One reason this is so important is because of the cost to hospitals and physician practices to implement the technology, staffing and training needed for the infrastructure to work within privacy standards.

“Many providers are deciding it’s not worth it because they don’t know if they will be reimbursed post-pandemic,” said Dr. Ateev Mehrotra, associate professor in the Department of Health Care Policy of Harvard Medical School.

Also in question is the continued high utilization of telehealth. The current use of telemedicine is half of what it was at its peak, Mehrotra said. He believes telehealth works in those cases in which a patient has barriers to seeing a physician in-person, such as in nursing home visits, but otherwise coverage should be selective and its payment should reflect the lower cost.

Tibbels agreed that telehealth use has decreased since its early highs during the pandemic, but said the new status quo is much higher than pre-COVID-19 levels.

In some states where the curve is flattened, Teladoc is seeing twice as many patients this year as last.

“We’re seeing sustained demand in areas no longer considered hot spots,” Tibbels said.

What’s needed, Tibbels and others said, is to remove site restrictions that limit where telehealth visits can take place.

Some remain skeptical that telemedicine will reduce overall healthcare spending by replacing in-person visits.

One way to help solve concerns over the increased utilization of telehealth is to implement value-based payment around it, including alternative payment models, several said during the roundtable discussion.


Another telehealth roundtable was held Thursday in Boston by CMS Administrator Seema Verma, a member of the White House Coronavirus Task Force.

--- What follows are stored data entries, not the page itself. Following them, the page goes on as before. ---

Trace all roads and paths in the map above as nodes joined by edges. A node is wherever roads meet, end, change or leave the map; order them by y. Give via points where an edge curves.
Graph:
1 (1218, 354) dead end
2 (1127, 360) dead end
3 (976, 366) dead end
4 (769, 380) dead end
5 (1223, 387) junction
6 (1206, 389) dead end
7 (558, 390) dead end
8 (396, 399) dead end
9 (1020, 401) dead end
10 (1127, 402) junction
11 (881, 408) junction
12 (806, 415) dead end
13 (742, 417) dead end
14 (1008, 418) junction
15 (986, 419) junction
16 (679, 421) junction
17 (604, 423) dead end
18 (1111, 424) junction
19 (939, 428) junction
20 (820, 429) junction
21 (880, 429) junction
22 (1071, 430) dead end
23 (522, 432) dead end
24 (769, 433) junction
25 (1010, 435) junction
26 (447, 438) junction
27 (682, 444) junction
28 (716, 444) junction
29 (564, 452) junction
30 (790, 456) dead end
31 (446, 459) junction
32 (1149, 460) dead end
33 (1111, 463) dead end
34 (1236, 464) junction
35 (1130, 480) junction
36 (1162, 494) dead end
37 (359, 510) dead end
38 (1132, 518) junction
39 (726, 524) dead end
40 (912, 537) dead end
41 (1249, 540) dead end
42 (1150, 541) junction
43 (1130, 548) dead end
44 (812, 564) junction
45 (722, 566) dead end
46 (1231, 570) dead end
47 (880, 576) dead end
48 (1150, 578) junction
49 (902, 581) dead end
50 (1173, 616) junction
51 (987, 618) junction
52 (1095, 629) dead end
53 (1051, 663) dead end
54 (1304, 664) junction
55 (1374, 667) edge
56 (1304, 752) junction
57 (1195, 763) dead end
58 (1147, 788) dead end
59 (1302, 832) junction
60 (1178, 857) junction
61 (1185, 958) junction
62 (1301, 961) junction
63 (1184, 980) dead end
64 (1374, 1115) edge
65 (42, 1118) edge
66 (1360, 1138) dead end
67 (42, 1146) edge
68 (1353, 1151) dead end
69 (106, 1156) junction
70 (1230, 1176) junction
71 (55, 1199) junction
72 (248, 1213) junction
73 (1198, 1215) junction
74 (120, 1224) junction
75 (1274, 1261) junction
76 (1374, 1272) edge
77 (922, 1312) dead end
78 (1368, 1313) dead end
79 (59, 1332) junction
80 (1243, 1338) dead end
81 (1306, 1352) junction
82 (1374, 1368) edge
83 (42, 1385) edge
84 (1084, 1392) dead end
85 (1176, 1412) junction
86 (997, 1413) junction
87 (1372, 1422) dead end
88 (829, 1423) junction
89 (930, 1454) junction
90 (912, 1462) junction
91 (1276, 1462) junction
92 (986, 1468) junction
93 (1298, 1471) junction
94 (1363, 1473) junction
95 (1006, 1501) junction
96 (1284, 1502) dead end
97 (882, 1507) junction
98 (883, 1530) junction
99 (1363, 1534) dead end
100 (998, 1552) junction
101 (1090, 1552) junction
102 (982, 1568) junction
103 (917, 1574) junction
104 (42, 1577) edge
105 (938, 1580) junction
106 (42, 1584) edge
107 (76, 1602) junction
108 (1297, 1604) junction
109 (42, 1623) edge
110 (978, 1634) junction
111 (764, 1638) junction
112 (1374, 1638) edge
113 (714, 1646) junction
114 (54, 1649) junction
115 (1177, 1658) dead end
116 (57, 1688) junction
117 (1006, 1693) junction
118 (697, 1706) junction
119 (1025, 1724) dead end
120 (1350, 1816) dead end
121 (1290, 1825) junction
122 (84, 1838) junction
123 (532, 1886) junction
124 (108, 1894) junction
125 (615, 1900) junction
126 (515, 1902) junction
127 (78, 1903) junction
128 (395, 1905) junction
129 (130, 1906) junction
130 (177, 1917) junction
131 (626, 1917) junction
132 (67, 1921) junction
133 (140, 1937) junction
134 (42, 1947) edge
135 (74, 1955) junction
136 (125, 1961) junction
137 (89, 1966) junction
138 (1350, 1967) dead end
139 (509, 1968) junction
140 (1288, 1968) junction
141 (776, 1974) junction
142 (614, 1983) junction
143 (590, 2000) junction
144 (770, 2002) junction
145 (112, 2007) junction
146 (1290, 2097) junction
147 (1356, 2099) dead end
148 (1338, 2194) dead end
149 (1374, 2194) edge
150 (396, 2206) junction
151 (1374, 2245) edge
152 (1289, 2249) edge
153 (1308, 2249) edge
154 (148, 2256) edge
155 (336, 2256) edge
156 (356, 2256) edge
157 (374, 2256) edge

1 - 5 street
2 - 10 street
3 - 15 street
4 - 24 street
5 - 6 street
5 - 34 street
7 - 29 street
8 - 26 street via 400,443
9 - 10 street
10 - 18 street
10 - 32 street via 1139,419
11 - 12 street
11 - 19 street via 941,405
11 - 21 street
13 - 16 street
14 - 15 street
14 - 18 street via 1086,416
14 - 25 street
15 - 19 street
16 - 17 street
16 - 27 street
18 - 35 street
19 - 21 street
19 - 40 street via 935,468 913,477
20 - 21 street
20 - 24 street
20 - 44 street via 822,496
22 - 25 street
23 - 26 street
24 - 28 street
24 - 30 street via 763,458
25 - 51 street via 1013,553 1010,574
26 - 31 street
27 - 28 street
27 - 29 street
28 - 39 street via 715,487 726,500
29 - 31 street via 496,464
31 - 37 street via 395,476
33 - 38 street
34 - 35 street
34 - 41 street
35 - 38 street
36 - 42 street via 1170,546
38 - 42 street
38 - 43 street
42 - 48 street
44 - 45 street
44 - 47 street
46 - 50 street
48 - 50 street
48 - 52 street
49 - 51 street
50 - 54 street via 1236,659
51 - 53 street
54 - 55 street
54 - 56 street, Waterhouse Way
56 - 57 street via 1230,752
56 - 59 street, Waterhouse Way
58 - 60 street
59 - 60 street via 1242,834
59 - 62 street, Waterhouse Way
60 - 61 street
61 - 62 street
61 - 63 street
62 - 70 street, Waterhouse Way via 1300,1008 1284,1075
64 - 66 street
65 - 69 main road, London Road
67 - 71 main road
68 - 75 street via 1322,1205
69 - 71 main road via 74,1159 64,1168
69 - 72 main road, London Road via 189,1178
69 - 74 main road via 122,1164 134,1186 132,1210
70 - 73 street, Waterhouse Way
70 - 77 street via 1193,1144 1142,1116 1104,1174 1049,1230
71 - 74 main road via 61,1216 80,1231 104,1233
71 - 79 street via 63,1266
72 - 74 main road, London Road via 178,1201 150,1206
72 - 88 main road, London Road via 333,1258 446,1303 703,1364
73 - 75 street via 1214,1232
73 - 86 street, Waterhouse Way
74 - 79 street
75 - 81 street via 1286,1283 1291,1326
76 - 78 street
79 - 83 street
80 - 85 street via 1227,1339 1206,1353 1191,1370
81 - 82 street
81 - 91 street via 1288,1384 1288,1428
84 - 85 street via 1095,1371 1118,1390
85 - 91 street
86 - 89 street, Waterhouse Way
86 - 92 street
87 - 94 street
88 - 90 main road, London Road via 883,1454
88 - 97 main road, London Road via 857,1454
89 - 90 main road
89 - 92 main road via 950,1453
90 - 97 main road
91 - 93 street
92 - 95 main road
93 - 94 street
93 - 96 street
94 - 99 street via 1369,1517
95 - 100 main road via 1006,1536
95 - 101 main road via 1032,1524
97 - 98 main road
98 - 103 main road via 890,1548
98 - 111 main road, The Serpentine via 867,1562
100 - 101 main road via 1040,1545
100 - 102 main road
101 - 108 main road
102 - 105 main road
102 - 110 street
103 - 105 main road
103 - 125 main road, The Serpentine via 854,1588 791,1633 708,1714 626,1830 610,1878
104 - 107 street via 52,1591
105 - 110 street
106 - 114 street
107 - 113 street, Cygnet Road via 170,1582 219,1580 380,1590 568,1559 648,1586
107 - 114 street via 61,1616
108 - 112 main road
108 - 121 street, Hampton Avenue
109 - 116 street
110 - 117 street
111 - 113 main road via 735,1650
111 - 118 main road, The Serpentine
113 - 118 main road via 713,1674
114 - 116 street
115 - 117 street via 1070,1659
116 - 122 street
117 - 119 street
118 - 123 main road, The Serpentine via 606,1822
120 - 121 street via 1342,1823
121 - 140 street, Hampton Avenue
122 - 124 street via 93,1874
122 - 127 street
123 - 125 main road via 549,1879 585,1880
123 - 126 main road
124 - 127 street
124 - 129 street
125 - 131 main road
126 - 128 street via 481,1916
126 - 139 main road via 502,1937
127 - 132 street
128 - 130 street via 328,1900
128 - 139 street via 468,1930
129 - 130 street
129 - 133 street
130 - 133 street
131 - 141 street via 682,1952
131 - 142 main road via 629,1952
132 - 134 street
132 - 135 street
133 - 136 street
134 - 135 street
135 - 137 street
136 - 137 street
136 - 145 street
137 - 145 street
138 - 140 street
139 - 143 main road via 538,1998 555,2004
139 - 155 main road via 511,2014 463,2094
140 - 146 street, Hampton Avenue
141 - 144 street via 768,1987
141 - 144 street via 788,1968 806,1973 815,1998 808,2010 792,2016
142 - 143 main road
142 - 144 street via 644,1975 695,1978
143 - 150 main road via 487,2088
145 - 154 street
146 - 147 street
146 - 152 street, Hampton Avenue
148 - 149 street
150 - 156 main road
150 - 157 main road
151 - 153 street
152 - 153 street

Verma convened the roundtable with Boston-area healthcare leaders, including representatives from American Well, Blue Cross Blue Shield of Massachusetts, Mass General Brigham, Massachusetts Health Data Consortium, Massachusetts Health and Hospital Association, Massachusetts Health Quality Partners, Needham Wellesley Family Medicine, and UMass Memorial Health Care.

Participants described the ways providers are using telehealth, from ICU consults to helping to preserve personal protective equipment, to primary care providers maintaining access to care for their patients with chronic conditions, to expanded access to mental health services.

For the Ways and Means Task Force, the roundtable is intended to be the first of several to address four top policy areas: addressing direct social determinants of health, enacting payment system reforms, strengthening technology and infrastructure, and reinforcing the workforce.

“There are many issues demanding our attention these days. But there are few as important as expanding access to quality healthcare,” said Task Force Co-chair Rep. Terri A. Sewell, D-Ala.

Ways and Means Committee Chairman Richard E. Neal, D-Mass., who established the task force said, “To ensure telehealth can work for all, we need strategic investments in infrastructure, as well as diligent attention to ensure that telehealth does not exacerbate existing disparities among the populations that are the focus of the Rural and Underserved Communities Health Task Force.”